__TASK REQUIREMENTS__
The copy must match the data word for word and contain no pictures.
++++++++++++++++++++
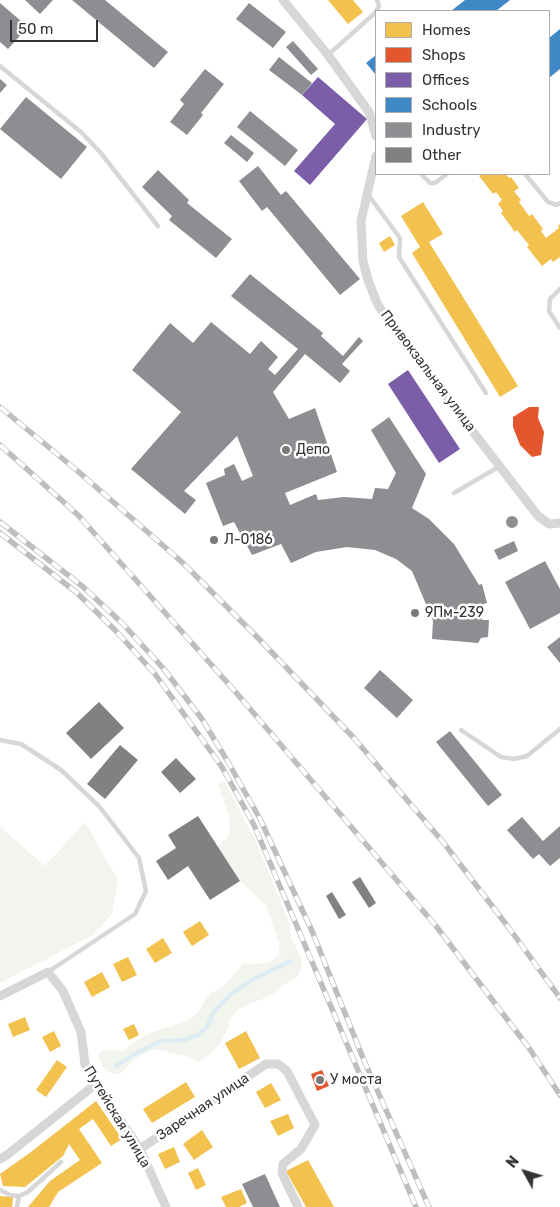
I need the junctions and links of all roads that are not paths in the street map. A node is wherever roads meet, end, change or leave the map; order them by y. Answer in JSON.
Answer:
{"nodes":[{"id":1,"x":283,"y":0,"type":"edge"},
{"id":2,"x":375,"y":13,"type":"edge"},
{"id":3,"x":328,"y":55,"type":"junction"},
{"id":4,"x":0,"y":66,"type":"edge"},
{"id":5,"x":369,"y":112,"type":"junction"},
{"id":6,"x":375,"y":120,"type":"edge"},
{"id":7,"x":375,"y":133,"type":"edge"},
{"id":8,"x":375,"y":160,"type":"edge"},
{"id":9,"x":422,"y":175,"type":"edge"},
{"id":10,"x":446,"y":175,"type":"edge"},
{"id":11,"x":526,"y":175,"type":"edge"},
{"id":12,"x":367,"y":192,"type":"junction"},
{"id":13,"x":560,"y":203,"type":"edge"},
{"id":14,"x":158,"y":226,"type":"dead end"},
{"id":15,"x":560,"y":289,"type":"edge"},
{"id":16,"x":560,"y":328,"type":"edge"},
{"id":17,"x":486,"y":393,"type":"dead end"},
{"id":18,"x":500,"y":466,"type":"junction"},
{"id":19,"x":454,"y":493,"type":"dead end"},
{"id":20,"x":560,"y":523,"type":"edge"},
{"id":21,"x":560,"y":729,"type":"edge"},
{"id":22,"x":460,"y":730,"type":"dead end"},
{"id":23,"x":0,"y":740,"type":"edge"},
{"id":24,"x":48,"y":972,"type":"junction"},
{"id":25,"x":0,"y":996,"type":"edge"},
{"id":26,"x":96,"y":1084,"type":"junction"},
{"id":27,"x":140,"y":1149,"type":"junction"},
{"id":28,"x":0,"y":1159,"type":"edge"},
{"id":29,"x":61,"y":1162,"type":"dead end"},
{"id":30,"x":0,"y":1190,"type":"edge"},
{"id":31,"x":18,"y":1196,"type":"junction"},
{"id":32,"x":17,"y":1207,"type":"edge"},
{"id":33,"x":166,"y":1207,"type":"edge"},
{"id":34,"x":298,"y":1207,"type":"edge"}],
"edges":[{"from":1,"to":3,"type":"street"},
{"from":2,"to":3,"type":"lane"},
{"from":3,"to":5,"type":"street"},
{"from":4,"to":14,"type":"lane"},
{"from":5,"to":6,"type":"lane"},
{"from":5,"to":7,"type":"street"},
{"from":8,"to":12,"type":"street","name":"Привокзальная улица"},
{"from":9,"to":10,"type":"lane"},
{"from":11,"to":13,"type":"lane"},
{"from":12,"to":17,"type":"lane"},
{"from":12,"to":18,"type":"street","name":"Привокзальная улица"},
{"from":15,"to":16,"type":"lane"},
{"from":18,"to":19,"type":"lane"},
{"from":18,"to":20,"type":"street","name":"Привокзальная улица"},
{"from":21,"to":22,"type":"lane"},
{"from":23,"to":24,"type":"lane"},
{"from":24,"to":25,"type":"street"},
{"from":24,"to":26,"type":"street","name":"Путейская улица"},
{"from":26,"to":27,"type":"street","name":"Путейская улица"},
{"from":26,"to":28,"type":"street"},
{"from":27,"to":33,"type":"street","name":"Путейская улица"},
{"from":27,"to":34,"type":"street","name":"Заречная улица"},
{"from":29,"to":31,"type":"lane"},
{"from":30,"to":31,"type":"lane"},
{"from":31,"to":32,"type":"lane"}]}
++++++++++++++++++++
__TASK ANSWER__
I need the junctions and links of all roads that are not paths in the street map. A node is wherever roads meet, end, change or leave the map; order them by y. Answer in JSON.
Answer:
{"nodes":[{"id":1,"x":283,"y":0,"type":"edge"},
{"id":2,"x":375,"y":13,"type":"edge"},
{"id":3,"x":328,"y":55,"type":"junction"},
{"id":4,"x":0,"y":66,"type":"edge"},
{"id":5,"x":369,"y":112,"type":"junction"},
{"id":6,"x":375,"y":120,"type":"edge"},
{"id":7,"x":375,"y":133,"type":"edge"},
{"id":8,"x":375,"y":160,"type":"edge"},
{"id":9,"x":422,"y":175,"type":"edge"},
{"id":10,"x":446,"y":175,"type":"edge"},
{"id":11,"x":526,"y":175,"type":"edge"},
{"id":12,"x":367,"y":192,"type":"junction"},
{"id":13,"x":560,"y":203,"type":"edge"},
{"id":14,"x":158,"y":226,"type":"dead end"},
{"id":15,"x":560,"y":289,"type":"edge"},
{"id":16,"x":560,"y":328,"type":"edge"},
{"id":17,"x":486,"y":393,"type":"dead end"},
{"id":18,"x":500,"y":466,"type":"junction"},
{"id":19,"x":454,"y":493,"type":"dead end"},
{"id":20,"x":560,"y":523,"type":"edge"},
{"id":21,"x":560,"y":729,"type":"edge"},
{"id":22,"x":460,"y":730,"type":"dead end"},
{"id":23,"x":0,"y":740,"type":"edge"},
{"id":24,"x":48,"y":972,"type":"junction"},
{"id":25,"x":0,"y":996,"type":"edge"},
{"id":26,"x":96,"y":1084,"type":"junction"},
{"id":27,"x":140,"y":1149,"type":"junction"},
{"id":28,"x":0,"y":1159,"type":"edge"},
{"id":29,"x":61,"y":1162,"type":"dead end"},
{"id":30,"x":0,"y":1190,"type":"edge"},
{"id":31,"x":18,"y":1196,"type":"junction"},
{"id":32,"x":17,"y":1207,"type":"edge"},
{"id":33,"x":166,"y":1207,"type":"edge"},
{"id":34,"x":298,"y":1207,"type":"edge"}],
"edges":[{"from":1,"to":3,"type":"street"},
{"from":2,"to":3,"type":"lane"},
{"from":3,"to":5,"type":"street"},
{"from":4,"to":14,"type":"lane"},
{"from":5,"to":6,"type":"lane"},
{"from":5,"to":7,"type":"street"},
{"from":8,"to":12,"type":"street","name":"Привокзальная улица"},
{"from":9,"to":10,"type":"lane"},
{"from":11,"to":13,"type":"lane"},
{"from":12,"to":17,"type":"lane"},
{"from":12,"to":18,"type":"street","name":"Привокзальная улица"},
{"from":15,"to":16,"type":"lane"},
{"from":18,"to":19,"type":"lane"},
{"from":18,"to":20,"type":"street","name":"Привокзальная улица"},
{"from":21,"to":22,"type":"lane"},
{"from":23,"to":24,"type":"lane"},
{"from":24,"to":25,"type":"street"},
{"from":24,"to":26,"type":"street","name":"Путейская улица"},
{"from":26,"to":27,"type":"street","name":"Путейская улица"},
{"from":26,"to":28,"type":"street"},
{"from":27,"to":33,"type":"street","name":"Путейская улица"},
{"from":27,"to":34,"type":"street","name":"Заречная улица"},
{"from":29,"to":31,"type":"lane"},
{"from":30,"to":31,"type":"lane"},
{"from":31,"to":32,"type":"lane"}]}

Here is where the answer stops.